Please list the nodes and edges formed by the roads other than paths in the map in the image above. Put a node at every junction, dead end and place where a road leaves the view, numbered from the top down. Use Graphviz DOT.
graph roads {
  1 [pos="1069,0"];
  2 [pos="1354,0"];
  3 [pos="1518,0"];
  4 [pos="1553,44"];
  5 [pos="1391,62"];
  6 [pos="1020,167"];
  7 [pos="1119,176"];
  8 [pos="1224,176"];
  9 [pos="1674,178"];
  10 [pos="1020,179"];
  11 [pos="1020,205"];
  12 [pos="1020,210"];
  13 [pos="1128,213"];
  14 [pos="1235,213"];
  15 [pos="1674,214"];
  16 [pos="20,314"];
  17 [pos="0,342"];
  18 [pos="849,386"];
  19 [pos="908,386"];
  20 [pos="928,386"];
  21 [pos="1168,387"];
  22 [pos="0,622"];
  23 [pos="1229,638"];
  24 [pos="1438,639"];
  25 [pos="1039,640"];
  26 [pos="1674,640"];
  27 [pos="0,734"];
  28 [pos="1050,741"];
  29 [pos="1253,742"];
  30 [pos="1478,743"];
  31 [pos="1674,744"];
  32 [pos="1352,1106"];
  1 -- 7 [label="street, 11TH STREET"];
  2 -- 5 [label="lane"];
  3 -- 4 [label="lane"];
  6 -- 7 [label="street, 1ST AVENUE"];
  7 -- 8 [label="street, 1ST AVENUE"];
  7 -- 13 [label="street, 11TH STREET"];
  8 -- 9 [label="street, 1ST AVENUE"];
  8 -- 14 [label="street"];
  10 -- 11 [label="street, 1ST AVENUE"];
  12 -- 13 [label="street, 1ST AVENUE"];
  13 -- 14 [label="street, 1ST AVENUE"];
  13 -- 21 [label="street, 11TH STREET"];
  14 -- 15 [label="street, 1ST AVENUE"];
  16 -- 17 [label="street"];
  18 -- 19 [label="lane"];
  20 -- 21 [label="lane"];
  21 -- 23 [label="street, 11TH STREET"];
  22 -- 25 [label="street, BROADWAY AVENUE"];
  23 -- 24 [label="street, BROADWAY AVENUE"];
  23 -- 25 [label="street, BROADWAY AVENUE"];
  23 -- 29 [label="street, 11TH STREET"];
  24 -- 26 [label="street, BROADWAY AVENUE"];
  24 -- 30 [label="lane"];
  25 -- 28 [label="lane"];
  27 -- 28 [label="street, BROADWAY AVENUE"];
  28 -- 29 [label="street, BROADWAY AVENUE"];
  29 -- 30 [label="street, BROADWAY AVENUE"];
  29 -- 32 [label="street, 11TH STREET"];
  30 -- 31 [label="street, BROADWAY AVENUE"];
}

-.-.-

Task
All of the material should be set down exactly as it reads.

Response
Please list the nodes and edges formed by the roads other than paths in the map in the image above. Put a node at every junction, dead end and place where a road leaves the view, numbered from the top down. Use Graphviz DOT.
graph roads {
  1 [pos="1069,0"];
  2 [pos="1354,0"];
  3 [pos="1518,0"];
  4 [pos="1553,44"];
  5 [pos="1391,62"];
  6 [pos="1020,167"];
  7 [pos="1119,176"];
  8 [pos="1224,176"];
  9 [pos="1674,178"];
  10 [pos="1020,179"];
  11 [pos="1020,205"];
  12 [pos="1020,210"];
  13 [pos="1128,213"];
  14 [pos="1235,213"];
  15 [pos="1674,214"];
  16 [pos="20,314"];
  17 [pos="0,342"];
  18 [pos="849,386"];
  19 [pos="908,386"];
  20 [pos="928,386"];
  21 [pos="1168,387"];
  22 [pos="0,622"];
  23 [pos="1229,638"];
  24 [pos="1438,639"];
  25 [pos="1039,640"];
  26 [pos="1674,640"];
  27 [pos="0,734"];
  28 [pos="1050,741"];
  29 [pos="1253,742"];
  30 [pos="1478,743"];
  31 [pos="1674,744"];
  32 [pos="1352,1106"];
  1 -- 7 [label="street, 11TH STREET"];
  2 -- 5 [label="lane"];
  3 -- 4 [label="lane"];
  6 -- 7 [label="street, 1ST AVENUE"];
  7 -- 8 [label="street, 1ST AVENUE"];
  7 -- 13 [label="street, 11TH STREET"];
  8 -- 9 [label="street, 1ST AVENUE"];
  8 -- 14 [label="street"];
  10 -- 11 [label="street, 1ST AVENUE"];
  12 -- 13 [label="street, 1ST AVENUE"];
  13 -- 14 [label="street, 1ST AVENUE"];
  13 -- 21 [label="street, 11TH STREET"];
  14 -- 15 [label="street, 1ST AVENUE"];
  16 -- 17 [label="street"];
  18 -- 19 [label="lane"];
  20 -- 21 [label="lane"];
  21 -- 23 [label="street, 11TH STREET"];
  22 -- 25 [label="street, BROADWAY AVENUE"];
  23 -- 24 [label="street, BROADWAY AVENUE"];
  23 -- 25 [label="street, BROADWAY AVENUE"];
  23 -- 29 [label="street, 11TH STREET"];
  24 -- 26 [label="street, BROADWAY AVENUE"];
  24 -- 30 [label="lane"];
  25 -- 28 [label="lane"];
  27 -- 28 [label="street, BROADWAY AVENUE"];
  28 -- 29 [label="street, BROADWAY AVENUE"];
  29 -- 30 [label="street, BROADWAY AVENUE"];
  29 -- 32 [label="street, 11TH STREET"];
  30 -- 31 [label="street, BROADWAY AVENUE"];
}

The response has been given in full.